* What the task asks
Starting at the top line and ending at the bottom one, repeat the entries exactly and drop every picture.

* Records provided
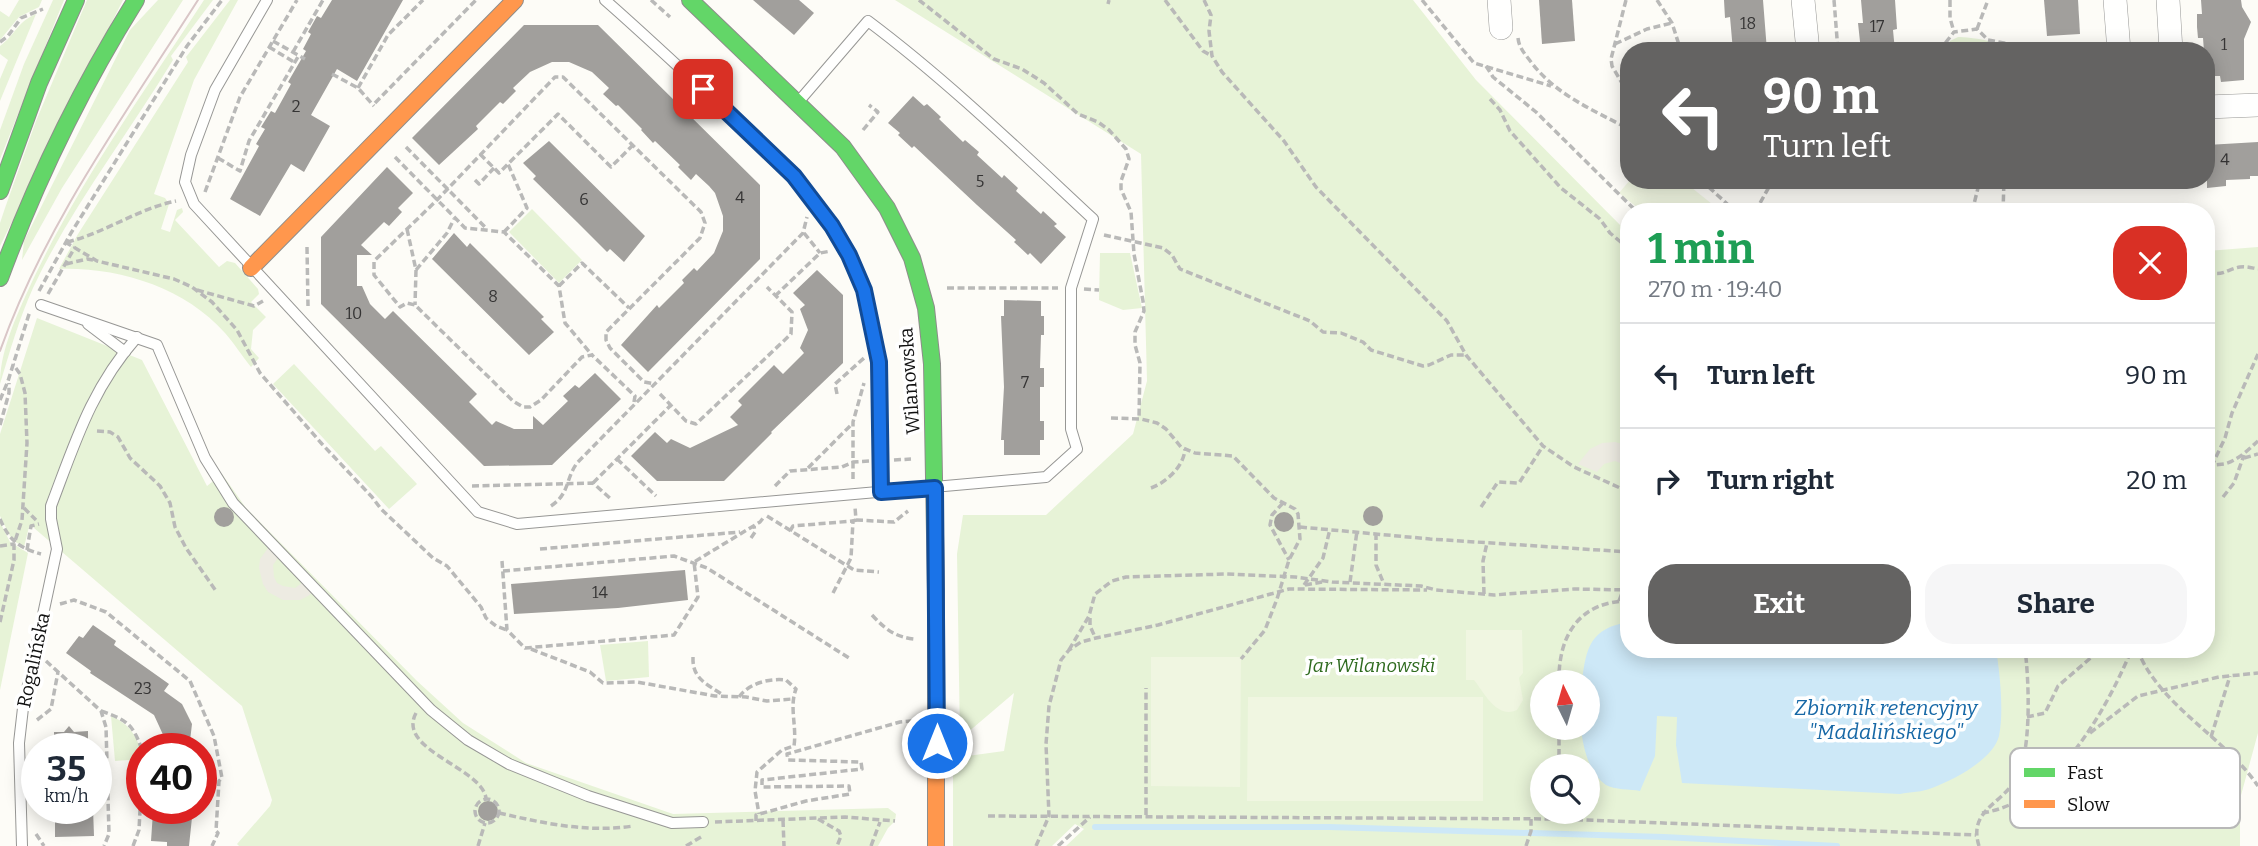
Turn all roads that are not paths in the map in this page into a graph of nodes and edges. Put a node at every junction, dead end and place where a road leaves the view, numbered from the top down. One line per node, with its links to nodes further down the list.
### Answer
1 (76, 0): 18 (street)
2 (136, 0): 20 (street)
3 (267, 0): 19 (lane)
4 (515, 0): 19 (street)
5 (606, 0): 26 (lane)
6 (690, 0): 15 (street, Wilanowska)
7 (1500, 0): 11 (street)
8 (1803, 0): 12 (street)
9 (2115, 0): 13 (street)
10 (2168, 0): 14 (street)
11 (1509, 28)
12 (1807, 42)
13 (2118, 42)
14 (2170, 42)
15 (798, 103): 25 (street, Wilanowska); 25 (lane)
16 (2258, 105): 17 (street)
17 (2215, 107)
18 (0, 191)
19 (251, 268): 26 (lane)
20 (0, 278)
21 (43, 301): 22 (lane)
22 (80, 318): 23 (lane); 24 (lane)
23 (137, 337): 24 (lane); 27 (lane)
24 (125, 352): 28 (lane, Rogalińska)
25 (935, 488): 26 (lane); 29 (street, Wilanowska)
26 (881, 492)
27 (703, 822)
28 (22, 846)
29 (936, 846)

* Your response
Turn all roads that are not paths in the map in this page into a graph of nodes and edges. Put a node at every junction, dead end and place where a road leaves the view, numbered from the top down. One line per node, with its links to nodes further down the list.
### Answer
1 (76, 0): 18 (street)
2 (136, 0): 20 (street)
3 (267, 0): 19 (lane)
4 (515, 0): 19 (street)
5 (606, 0): 26 (lane)
6 (690, 0): 15 (street, Wilanowska)
7 (1500, 0): 11 (street)
8 (1803, 0): 12 (street)
9 (2115, 0): 13 (street)
10 (2168, 0): 14 (street)
11 (1509, 28)
12 (1807, 42)
13 (2118, 42)
14 (2170, 42)
15 (798, 103): 25 (street, Wilanowska); 25 (lane)
16 (2258, 105): 17 (street)
17 (2215, 107)
18 (0, 191)
19 (251, 268): 26 (lane)
20 (0, 278)
21 (43, 301): 22 (lane)
22 (80, 318): 23 (lane); 24 (lane)
23 (137, 337): 24 (lane); 27 (lane)
24 (125, 352): 28 (lane, Rogalińska)
25 (935, 488): 26 (lane); 29 (street, Wilanowska)
26 (881, 492)
27 (703, 822)
28 (22, 846)
29 (936, 846)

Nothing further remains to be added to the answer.